# Problem details
Print the listing exactly, but only as far as the line containing "Road topology of". The first line and that line are both included.

# Listed records
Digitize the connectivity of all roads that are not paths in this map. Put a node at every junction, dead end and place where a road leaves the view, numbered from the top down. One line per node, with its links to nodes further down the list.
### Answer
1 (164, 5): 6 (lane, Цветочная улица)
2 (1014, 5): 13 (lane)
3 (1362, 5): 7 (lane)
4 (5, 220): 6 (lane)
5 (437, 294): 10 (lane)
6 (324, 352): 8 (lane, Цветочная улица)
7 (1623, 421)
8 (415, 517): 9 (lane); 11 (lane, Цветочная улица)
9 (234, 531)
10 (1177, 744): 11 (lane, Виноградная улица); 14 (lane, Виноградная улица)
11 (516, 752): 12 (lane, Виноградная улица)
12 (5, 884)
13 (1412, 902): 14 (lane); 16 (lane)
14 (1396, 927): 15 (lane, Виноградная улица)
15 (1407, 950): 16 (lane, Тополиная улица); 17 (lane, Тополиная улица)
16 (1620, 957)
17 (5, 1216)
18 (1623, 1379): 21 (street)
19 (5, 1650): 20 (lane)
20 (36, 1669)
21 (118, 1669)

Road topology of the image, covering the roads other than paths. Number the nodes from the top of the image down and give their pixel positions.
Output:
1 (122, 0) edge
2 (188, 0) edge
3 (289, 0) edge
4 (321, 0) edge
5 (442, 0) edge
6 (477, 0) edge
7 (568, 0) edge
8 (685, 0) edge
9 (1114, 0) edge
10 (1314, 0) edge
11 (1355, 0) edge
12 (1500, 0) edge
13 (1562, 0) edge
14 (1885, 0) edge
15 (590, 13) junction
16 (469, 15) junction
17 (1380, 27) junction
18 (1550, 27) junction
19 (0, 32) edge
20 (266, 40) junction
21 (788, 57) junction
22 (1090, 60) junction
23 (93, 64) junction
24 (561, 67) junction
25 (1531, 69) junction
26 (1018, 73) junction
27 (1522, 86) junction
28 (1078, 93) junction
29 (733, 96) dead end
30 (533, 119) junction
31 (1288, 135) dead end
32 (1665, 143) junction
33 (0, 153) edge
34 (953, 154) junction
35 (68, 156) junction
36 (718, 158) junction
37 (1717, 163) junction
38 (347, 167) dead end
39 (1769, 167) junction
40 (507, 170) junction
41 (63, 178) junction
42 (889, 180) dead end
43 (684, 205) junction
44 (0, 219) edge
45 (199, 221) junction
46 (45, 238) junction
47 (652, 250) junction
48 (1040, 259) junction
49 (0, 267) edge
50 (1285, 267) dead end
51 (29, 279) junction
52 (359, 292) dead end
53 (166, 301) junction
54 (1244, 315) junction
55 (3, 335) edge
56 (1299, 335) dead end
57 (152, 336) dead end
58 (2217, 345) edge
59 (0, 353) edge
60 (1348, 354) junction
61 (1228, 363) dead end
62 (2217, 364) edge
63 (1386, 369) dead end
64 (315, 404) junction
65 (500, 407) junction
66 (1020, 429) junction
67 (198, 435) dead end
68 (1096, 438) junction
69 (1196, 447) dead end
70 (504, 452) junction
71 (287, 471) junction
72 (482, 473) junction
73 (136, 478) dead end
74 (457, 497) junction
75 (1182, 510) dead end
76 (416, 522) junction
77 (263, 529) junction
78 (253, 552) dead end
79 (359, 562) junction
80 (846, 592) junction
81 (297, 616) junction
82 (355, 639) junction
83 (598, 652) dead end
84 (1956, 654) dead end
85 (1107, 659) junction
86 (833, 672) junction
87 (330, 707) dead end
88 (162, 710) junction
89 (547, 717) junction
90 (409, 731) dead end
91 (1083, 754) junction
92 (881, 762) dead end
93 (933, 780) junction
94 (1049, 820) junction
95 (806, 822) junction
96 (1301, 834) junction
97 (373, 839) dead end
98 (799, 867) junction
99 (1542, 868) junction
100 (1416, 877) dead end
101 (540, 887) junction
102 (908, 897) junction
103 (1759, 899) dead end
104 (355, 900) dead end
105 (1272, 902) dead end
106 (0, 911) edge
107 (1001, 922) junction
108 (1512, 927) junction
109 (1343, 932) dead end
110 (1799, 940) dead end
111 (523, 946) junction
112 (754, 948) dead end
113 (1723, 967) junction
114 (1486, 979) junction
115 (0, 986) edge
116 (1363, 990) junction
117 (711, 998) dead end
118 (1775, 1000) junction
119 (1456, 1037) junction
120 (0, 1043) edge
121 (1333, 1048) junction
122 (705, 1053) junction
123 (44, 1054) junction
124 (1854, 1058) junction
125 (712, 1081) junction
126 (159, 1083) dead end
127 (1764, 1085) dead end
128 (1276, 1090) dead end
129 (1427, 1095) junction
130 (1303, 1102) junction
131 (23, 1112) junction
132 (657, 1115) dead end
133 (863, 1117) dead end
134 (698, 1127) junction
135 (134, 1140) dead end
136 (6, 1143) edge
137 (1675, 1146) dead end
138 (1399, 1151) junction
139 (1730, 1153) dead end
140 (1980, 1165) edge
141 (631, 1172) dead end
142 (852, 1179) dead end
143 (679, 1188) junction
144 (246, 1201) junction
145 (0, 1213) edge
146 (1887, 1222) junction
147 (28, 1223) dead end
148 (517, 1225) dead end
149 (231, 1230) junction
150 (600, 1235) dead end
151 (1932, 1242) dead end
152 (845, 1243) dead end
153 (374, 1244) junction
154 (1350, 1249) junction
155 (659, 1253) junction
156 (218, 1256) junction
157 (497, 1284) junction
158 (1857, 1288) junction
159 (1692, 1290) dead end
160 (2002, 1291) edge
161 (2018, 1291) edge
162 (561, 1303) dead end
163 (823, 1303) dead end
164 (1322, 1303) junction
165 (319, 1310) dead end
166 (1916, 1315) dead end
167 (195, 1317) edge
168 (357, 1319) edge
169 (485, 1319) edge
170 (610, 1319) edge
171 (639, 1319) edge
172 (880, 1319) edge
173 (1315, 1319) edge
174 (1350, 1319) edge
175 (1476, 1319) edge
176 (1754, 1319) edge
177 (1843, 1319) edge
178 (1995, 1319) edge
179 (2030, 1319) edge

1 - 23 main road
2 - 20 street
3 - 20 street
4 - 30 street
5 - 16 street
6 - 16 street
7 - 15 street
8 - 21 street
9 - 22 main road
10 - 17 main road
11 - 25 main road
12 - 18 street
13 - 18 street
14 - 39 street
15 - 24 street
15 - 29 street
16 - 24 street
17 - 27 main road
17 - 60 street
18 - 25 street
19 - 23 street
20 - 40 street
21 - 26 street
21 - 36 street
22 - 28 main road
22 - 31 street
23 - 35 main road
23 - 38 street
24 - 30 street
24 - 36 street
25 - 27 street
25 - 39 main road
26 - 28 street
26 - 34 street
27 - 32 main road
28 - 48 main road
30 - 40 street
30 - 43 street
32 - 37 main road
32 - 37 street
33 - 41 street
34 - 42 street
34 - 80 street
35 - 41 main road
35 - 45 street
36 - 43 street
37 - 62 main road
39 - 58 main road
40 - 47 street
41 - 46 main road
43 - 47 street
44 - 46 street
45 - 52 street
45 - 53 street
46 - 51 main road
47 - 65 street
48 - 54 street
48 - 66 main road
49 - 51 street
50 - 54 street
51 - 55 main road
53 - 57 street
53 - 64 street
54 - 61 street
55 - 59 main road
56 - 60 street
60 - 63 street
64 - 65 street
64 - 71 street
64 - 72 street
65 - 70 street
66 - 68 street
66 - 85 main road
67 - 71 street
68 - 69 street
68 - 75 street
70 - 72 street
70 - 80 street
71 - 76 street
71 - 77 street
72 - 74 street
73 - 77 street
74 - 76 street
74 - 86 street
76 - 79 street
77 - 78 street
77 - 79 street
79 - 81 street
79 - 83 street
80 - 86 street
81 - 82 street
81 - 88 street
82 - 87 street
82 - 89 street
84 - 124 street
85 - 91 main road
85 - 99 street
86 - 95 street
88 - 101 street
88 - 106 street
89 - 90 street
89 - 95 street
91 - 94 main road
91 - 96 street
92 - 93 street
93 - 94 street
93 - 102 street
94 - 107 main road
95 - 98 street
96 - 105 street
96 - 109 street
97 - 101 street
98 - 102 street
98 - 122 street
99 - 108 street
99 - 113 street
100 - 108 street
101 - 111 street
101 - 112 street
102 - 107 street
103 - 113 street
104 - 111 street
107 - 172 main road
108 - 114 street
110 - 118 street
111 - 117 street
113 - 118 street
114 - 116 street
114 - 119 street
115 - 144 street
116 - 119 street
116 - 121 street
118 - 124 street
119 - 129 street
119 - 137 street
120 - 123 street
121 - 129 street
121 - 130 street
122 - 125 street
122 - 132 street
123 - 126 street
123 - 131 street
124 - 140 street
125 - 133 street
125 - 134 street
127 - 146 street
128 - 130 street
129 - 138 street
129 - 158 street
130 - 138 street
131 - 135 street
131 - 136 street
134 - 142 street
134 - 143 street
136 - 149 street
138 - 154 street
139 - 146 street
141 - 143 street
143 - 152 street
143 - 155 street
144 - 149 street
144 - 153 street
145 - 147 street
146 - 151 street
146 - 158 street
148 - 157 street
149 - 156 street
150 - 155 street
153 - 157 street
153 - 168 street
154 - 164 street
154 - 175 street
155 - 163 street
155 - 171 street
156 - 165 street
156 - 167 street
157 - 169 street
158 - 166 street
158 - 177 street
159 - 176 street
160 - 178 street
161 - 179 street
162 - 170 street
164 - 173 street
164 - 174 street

# Written response
Digitize the connectivity of all roads that are not paths in this map. Put a node at every junction, dead end and place where a road leaves the view, numbered from the top down. One line per node, with its links to nodes further down the list.
### Answer
1 (164, 5): 6 (lane, Цветочная улица)
2 (1014, 5): 13 (lane)
3 (1362, 5): 7 (lane)
4 (5, 220): 6 (lane)
5 (437, 294): 10 (lane)
6 (324, 352): 8 (lane, Цветочная улица)
7 (1623, 421)
8 (415, 517): 9 (lane); 11 (lane, Цветочная улица)
9 (234, 531)
10 (1177, 744): 11 (lane, Виноградная улица); 14 (lane, Виноградная улица)
11 (516, 752): 12 (lane, Виноградная улица)
12 (5, 884)
13 (1412, 902): 14 (lane); 16 (lane)
14 (1396, 927): 15 (lane, Виноградная улица)
15 (1407, 950): 16 (lane, Тополиная улица); 17 (lane, Тополиная улица)
16 (1620, 957)
17 (5, 1216)
18 (1623, 1379): 21 (street)
19 (5, 1650): 20 (lane)
20 (36, 1669)
21 (118, 1669)

Road topology of the image, covering the roads other than paths. Number the nodes from the top of the image down and give their pixel positions.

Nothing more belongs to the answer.